WOLFENSTEIN: THE NEW ORDER

MachineGames ha parido uno de los mejores pegatiros para un jugador desde Half-Life 2.

Y sí, ahora me toca una extensa página para justificar semejante quedada, que podrían ser cuatro u ocho ya que el juego tiene más capas que un camión de cebollas y pelar cada una descubre la cantidad de mimo y el gran sentido común de sus creadores.

Pero empecemos por el principio: esta encarnación de Wolfenstein nos pone en la piel de un Blazkowicz que empieza el prólogo sobreviviendo a más de un avión derribado, a un perro robot gigante nazi – ¿tengo que seguir escribiendo? – y asaltando el castillo epónimo… otra vez.

Los suecos han tenido en cuenta cada Wolfenstein hasta la fecha para hilar una extraña continuidad – sí, hasta los juegos originales de id Software forman parte de la misma, aunque con matices oníricos – y jugar al despiste con sus jugadores.

Lo que en apariencia parece un fastuoso pegatiros de vieja guardia – todo lo bueno de aquella, empezando por poder llevar un arsenal encima; y dos de cada a la vez – tiene truco.

Ese prólogo, que podría ser la pantalla final de cualquier otro título por la cantidad de caña y variedad que escupe en cada minuto – exteriores, asalto a la muralla, interiores con secretos y rutas alternativas -, se convierte de repente en un trozo de metralla disparado contra nuestro cráneo.

Lo impensable: el héroe fracasa.

No sólo eso, se queda en coma 14 años en un flash-forward con el que me quiero casar – nadie narra como esta gente, por si no lo dejaron claro cuando estaban en Starbreeze y mataron a la novia de Jackie Estacado -, mata a un nazi con un bisturí – ¡en camisón! -, recorre un hospital en llamas como un Chev Cheelios pasado de vueltas y se casca un karaoke de Leatherface en un sótano con motosierra para interrogar un nazi.

Y esto sólo entre el prólogo y la primera misión.

Acaban de empezar, son los tutoriales.

La fiesta sigue con una lucidez aplastante: cada nivel desbloquea algo nuevo, ya sea un arma, un disparo alternativo, una habilidad, una herramienta.

A las que sumar las que tú, jugador, le saques a su árbol de habilidades.

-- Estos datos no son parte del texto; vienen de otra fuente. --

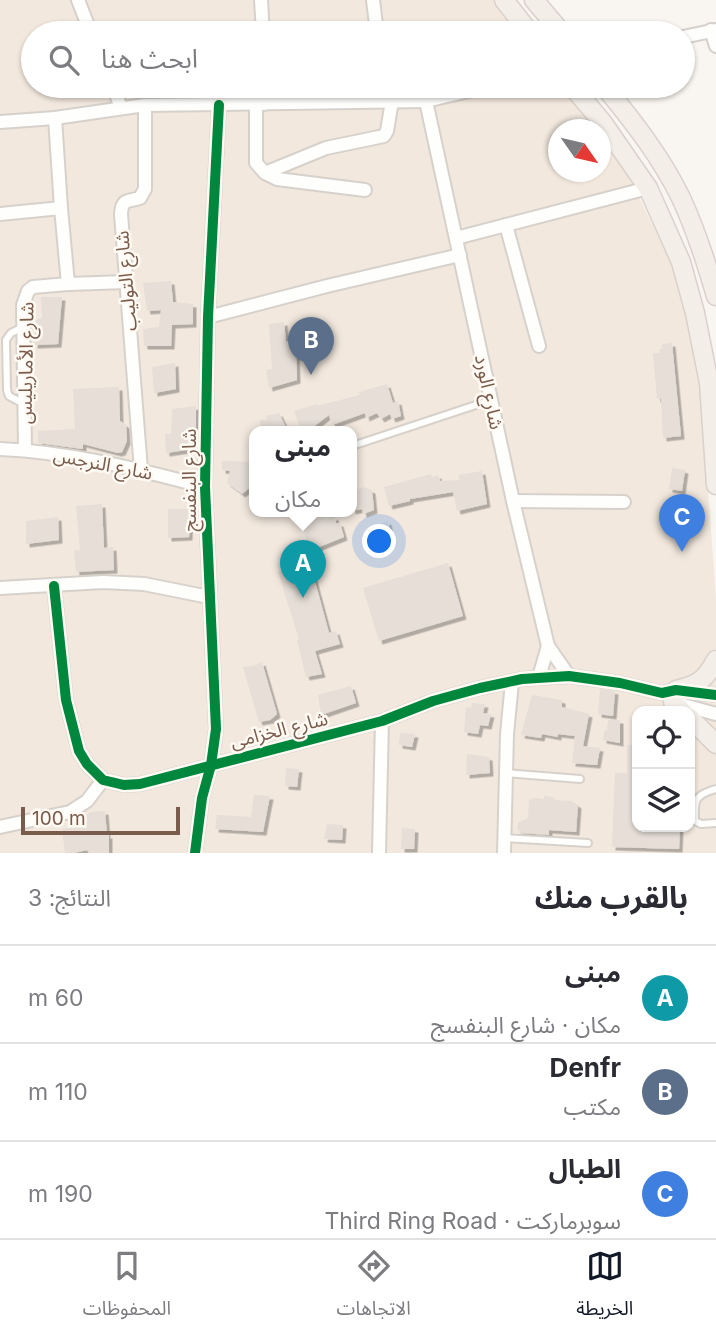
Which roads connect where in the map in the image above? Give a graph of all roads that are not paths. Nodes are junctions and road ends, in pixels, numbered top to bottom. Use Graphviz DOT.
graph roads {
  1 [pos="78,0"];
  2 [pos="261,0"];
  3 [pos="373,0"];
  4 [pos="504,0"];
  5 [pos="539,3"];
  6 [pos="86,21"];
  7 [pos="262,21"];
  8 [pos="376,21"];
  9 [pos="521,21"];
  10 [pos="553,21"];
  11 [pos="714,30"];
  12 [pos="695,34"];
  13 [pos="716,46"];
  14 [pos="117,98"];
  15 [pos="261,98"];
  16 [pos="405,98"];
  17 [pos="439,98"];
  18 [pos="582,98"];
  19 [pos="614,98"];
  20 [pos="408,100"];
  21 [pos="392,101"];
  22 [pos="426,101"];
  23 [pos="260,104"];
  24 [pos="145,105"];
  25 [pos="219,105"];
  26 [pos="121,108"];
  27 [pos="55,118"];
  28 [pos="0,122"];
  29 [pos="265,173"];
  30 [pos="648,188"];
  31 [pos="365,190"];
  32 [pos="61,208"];
  33 [pos="0,214"];
  34 [pos="506,225"];
  35 [pos="456,238"];
  36 [pos="460,255"];
  37 [pos="126,282"];
  38 [pos="68,284"];
  39 [pos="716,296"];
  40 [pos="208,317"];
  41 [pos="539,346"];
  42 [pos="491,400"];
  43 [pos="357,444"];
  44 [pos="0,449"];
  45 [pos="24,450"];
  46 [pos="141,470"];
  47 [pos="716,485"];
  48 [pos="205,487"];
  49 [pos="513,501"];
  50 [pos="624,502"];
  51 [pos="54,586"];
  52 [pos="0,588"];
  53 [pos="209,597"];
  54 [pos="548,646"];
  55 [pos="716,660"];
  56 [pos="569,676"];
  57 [pos="539,677"];
  58 [pos="512,682"];
  59 [pos="716,695"];
  60 [pos="673,699"];
  61 [pos="716,715"];
  62 [pos="382,721"];
  63 [pos="695,723"];
  64 [pos="716,744"];
  65 [pos="211,765"];
  66 [pos="506,773"];
  67 [pos="580,779"];
  68 [pos="103,780"];
  69 [pos="716,789"];
  70 [pos="716,823"];
  71 [pos="0,827"];
  72 [pos="505,838"];
  73 [pos="588,842"];
  74 [pos="195,853"];
  75 [pos="209,853"];
  76 [pos="379,853"];
  77 [pos="504,853"];
  1 -- 6 [label="street"];
  2 -- 7 [label="street"];
  3 -- 8 [label="street"];
  4 -- 9 [label="main road"];
  5 -- 10 [label="main road"];
  11 -- 12 [label="street"];
  11 -- 13 [label="street"];
  14 -- 26 [label="street"];
  15 -- 23 [label="street"];
  16 -- 20 [label="street"];
  17 -- 22 [label="street"];
  18 -- 30 [label="main road"];
  19 -- 39 [label="main road"];
  20 -- 21 [label="street"];
  20 -- 22 [label="street"];
  21 -- 23 [label="street"];
  21 -- 29 [label="street"];
  22 -- 35 [label="street, شارع الورد"];
  23 -- 25 [label="street"];
  23 -- 29 [label="street"];
  24 -- 25 [label="street"];
  24 -- 26 [label="street"];
  24 -- 37 [label="street, شارع التوليب"];
  25 -- 40 [label="street, شارع البنفسج"];
  26 -- 27 [label="street"];
  27 -- 28 [label="street"];
  27 -- 32 [label="street"];
  29 -- 31 [label="street"];
  30 -- 34 [label="street"];
  30 -- 47 [label="main road"];
  32 -- 33 [label="street"];
  32 -- 38 [label="street"];
  34 -- 35 [label="street"];
  34 -- 41 [label="street"];
  35 -- 36 [label="street, شارع الورد"];
  36 -- 40 [label="street"];
  36 -- 42 [label="street, شارع الورد"];
  37 -- 38 [label="street, شارع الأماريليس"];
  37 -- 46 [label="street, شارع التوليب"];
  38 -- 45 [label="street, شارع الأماريليس"];
  40 -- 48 [label="street, شارع البنفسج"];
  42 -- 43 [label="lane"];
  42 -- 49 [label="street, شارع الورد"];
  44 -- 45 [label="street, شارع النرجس"];
  45 -- 46 [label="street, شارع النرجس"];
  46 -- 48 [label="street, شارع النرجس"];
  48 -- 53 [label="street, شارع البنفسج"];
  49 -- 50 [label="street"];
  49 -- 54 [label="street, شارع الورد"];
  51 -- 52 [label="street"];
  51 -- 53 [label="street"];
  51 -- 68 [label="street"];
  53 -- 65 [label="street, شارع البنفسج"];
  54 -- 56 [label="street, شارع الورد"];
  54 -- 57 [label="street"];
  55 -- 60 [label="main road"];
  56 -- 57 [label="street, شارع الخزامى"];
  56 -- 60 [label="street, شارع الخزامى"];
  57 -- 58 [label="street, شارع الخزامى"];
  58 -- 62 [label="street, شارع الخزامى"];
  58 -- 66 [label="street"];
  59 -- 60 [label="street"];
  60 -- 61 [label="street"];
  62 -- 65 [label="street, شارع الخزامى"];
  62 -- 76 [label="street"];
  63 -- 64 [label="main road"];
  65 -- 68 [label="street, شارع الخزامى"];
  65 -- 74 [label="street, شارع البنفسج"];
  66 -- 67 [label="lane"];
  66 -- 72 [label="street"];
  68 -- 71 [label="street"];
  69 -- 70 [label="lane"];
  72 -- 73 [label="lane"];
  72 -- 77 [label="street"];
  74 -- 75 [label="street"];
}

Éste no funciona como los roleros.

Aquí no ganas experiencia por matar nazis porque sí, sino haciendo burradas: acumulando tiros en la cabeza, muertes por sigilo – que nos permiten lanzar cuchillos -, uso de explosivos – para devolver granadas -.

Cinco ramas de habilidad distintas, cada una con subhabilidades de requisitos cada vez más complicados, y que retan al jugador a jugar bien, a recompensar tirarte por el suelo con un arma en cada mano, no porque seas un héroe de acción – que sí -, sino porque tienes una misión imposible – un solo hombre contra un Cuarto Reich que hace tiempo que ganó la guerra – y eso no se consigue pegando tiritos sin más.

¿Por qué cinco árboles?.

Porque cada nivel, cada delicioso nivel, se juega de una manera distinta, es una lección de diseño y mecánica besándose debajo de un árbol en primavera.

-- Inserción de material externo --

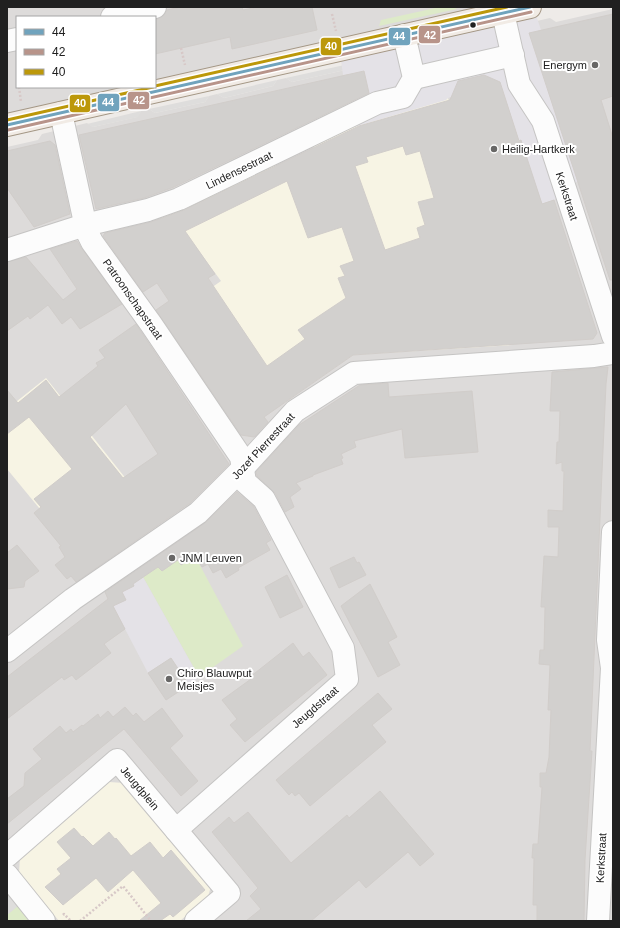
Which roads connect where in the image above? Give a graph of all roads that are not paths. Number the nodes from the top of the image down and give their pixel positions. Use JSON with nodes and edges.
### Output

Es decir, lo que hizo Half-Life 2 en su momento – aunque sin pistola de gravedad, las referencias de Wolfenstein son anteriores – y la auténtica razón por la que salivamos como perritos de Pavlov cada vez que oímos Valve y el número 3.

Wolfenstein comparte esa sensación de no saber qué nos espera en el siguiente nivel, nos lleva por todo el planeta – y más allá – con una campaña hiladísima, repleta de enemigos grandilocuentes y escenas indelebles que consiguen aquel “quiero y no puedo” de Levine en los Bioshock.

Donde Irrational le metía el faro, la chica, la ciudad flotante y la sumergida, los blablablás filosóficos y aún así se estrellaba, MachineGames te planta dos tazas de café y un vagón de tren, y hasta aquí puedo leer.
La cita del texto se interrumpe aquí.